7.1. IGF-1 in Alzheimer’s Disease

The role of IGF-1 in AD is still unclear because there are controversial findings on the roles of IGF-1 and IGF-1R. The cellular location of IGF-1R could be an important factor in the progression of AD; elevated IGF-1R is found in AD mice on astrocytes but not on neurons [187]. IGF-1-regulated astrocytic functions and overexpression of IGF-1 was shown to protect the brain from injury in mice [188]. Astrocytes may overexpress IGF-1R to compensate for lower serum IGF-1 levels in older individuals with AD. The reduced IGF-1 signaling may prevent the astrocytes from effectively clearing amyloid beta from the brain.

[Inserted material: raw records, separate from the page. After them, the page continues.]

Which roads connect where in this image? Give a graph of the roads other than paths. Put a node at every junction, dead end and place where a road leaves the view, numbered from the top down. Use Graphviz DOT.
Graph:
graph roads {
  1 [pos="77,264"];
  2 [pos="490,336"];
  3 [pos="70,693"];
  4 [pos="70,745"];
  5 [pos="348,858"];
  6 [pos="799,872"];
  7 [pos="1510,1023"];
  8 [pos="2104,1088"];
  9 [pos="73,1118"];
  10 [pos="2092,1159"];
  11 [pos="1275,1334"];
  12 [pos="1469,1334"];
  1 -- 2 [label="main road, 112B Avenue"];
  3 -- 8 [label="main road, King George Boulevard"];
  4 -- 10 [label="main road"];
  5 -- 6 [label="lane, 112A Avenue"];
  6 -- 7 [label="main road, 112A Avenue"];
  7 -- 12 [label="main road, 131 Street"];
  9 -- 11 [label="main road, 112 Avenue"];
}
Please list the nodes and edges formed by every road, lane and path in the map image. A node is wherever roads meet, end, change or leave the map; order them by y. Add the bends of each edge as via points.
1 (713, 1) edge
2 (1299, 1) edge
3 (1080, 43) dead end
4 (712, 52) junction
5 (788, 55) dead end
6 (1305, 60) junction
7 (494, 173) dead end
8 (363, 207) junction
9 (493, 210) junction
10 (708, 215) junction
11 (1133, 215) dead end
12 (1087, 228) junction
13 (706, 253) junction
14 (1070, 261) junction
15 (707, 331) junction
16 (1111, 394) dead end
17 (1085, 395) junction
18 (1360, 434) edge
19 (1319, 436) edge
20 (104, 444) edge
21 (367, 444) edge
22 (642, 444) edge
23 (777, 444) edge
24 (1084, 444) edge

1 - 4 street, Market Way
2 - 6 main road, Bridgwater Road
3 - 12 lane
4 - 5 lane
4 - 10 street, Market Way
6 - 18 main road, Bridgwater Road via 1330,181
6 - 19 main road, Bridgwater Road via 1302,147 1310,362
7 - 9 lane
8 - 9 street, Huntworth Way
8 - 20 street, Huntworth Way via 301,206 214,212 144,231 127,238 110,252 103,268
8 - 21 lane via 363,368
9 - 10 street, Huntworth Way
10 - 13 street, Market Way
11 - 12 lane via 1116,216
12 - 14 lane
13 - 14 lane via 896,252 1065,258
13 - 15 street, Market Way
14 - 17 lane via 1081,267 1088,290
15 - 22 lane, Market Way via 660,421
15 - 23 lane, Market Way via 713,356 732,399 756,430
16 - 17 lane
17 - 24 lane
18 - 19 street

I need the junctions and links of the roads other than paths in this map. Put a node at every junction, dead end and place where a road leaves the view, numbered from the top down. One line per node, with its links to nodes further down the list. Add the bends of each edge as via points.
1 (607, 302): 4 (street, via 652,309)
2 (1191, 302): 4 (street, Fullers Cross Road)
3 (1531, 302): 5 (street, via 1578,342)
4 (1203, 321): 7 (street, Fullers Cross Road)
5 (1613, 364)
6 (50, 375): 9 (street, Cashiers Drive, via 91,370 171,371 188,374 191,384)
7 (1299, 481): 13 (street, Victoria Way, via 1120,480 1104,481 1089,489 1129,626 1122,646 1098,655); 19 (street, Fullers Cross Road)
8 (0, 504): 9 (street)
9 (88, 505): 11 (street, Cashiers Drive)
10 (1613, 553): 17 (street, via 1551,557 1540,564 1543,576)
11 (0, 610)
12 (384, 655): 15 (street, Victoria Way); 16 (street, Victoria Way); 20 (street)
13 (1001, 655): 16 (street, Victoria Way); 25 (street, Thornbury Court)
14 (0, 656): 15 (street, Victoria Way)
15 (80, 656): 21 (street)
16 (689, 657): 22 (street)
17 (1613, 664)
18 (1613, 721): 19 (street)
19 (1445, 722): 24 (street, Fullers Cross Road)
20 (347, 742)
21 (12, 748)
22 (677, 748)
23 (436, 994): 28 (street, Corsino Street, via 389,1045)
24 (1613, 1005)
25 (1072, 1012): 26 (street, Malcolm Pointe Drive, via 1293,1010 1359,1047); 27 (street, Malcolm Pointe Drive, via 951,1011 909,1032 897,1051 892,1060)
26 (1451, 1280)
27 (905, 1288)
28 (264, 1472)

Various studies using different model systems have demonstrated that either reducing IGF-1R signaling or reducing serum IGF-1 can reduce AD symptoms. AD mice with inducible knockout of neuronal IGF-1R had less amyloid beta and less brain inflammation [189]. The reduction in IGF-1 signaling resulted in improved learning behavior in a Y-maze assay [189]. Knocking out the IGF-1R reduced the severity of AD symptoms and prevented AD onset in animal models [190,191,192]. AD mice that had only one copy of the IGF-1R had better cognitive ability in a Y-maze and motor skills than those of untreated AD mice [191]. The IGF-1R mutant mice also had reduced inflammation in the hippocampus and cortex compared to regular AD mice [191]. IGF-1R knockout in AD mice with pathological symptoms did not affect the maze navigation capabilities, disease progression, or amyloid β clearance; however, it protected against amyloid β oligomer proteotoxic insults [190]. Inhibition of binding between IGF-1 and IGF-1R by picropodophyllin in APP/PS1 AD mice lowered the amount of insoluble amyloid beta 1–40 based on ELISA, suggesting that reduction in IGF-1 signaling improves AD; however, immunohistochemistry did not show a large change in amyloid beta deposits [192]. Unfortunately, the AD mice were not subjected to cognitive test in this study [192]. Reducing protein intake was suggested to increase learning and memory in AD mice; this was suggested due to the lowering of serum IGF-1 [193]. This study also suggested that reducing IGF-1 signaling had a protective effect in AD, which is in contrast with previous studies, where knockout of IGF-1R led to amelioration of AD symptoms in mice.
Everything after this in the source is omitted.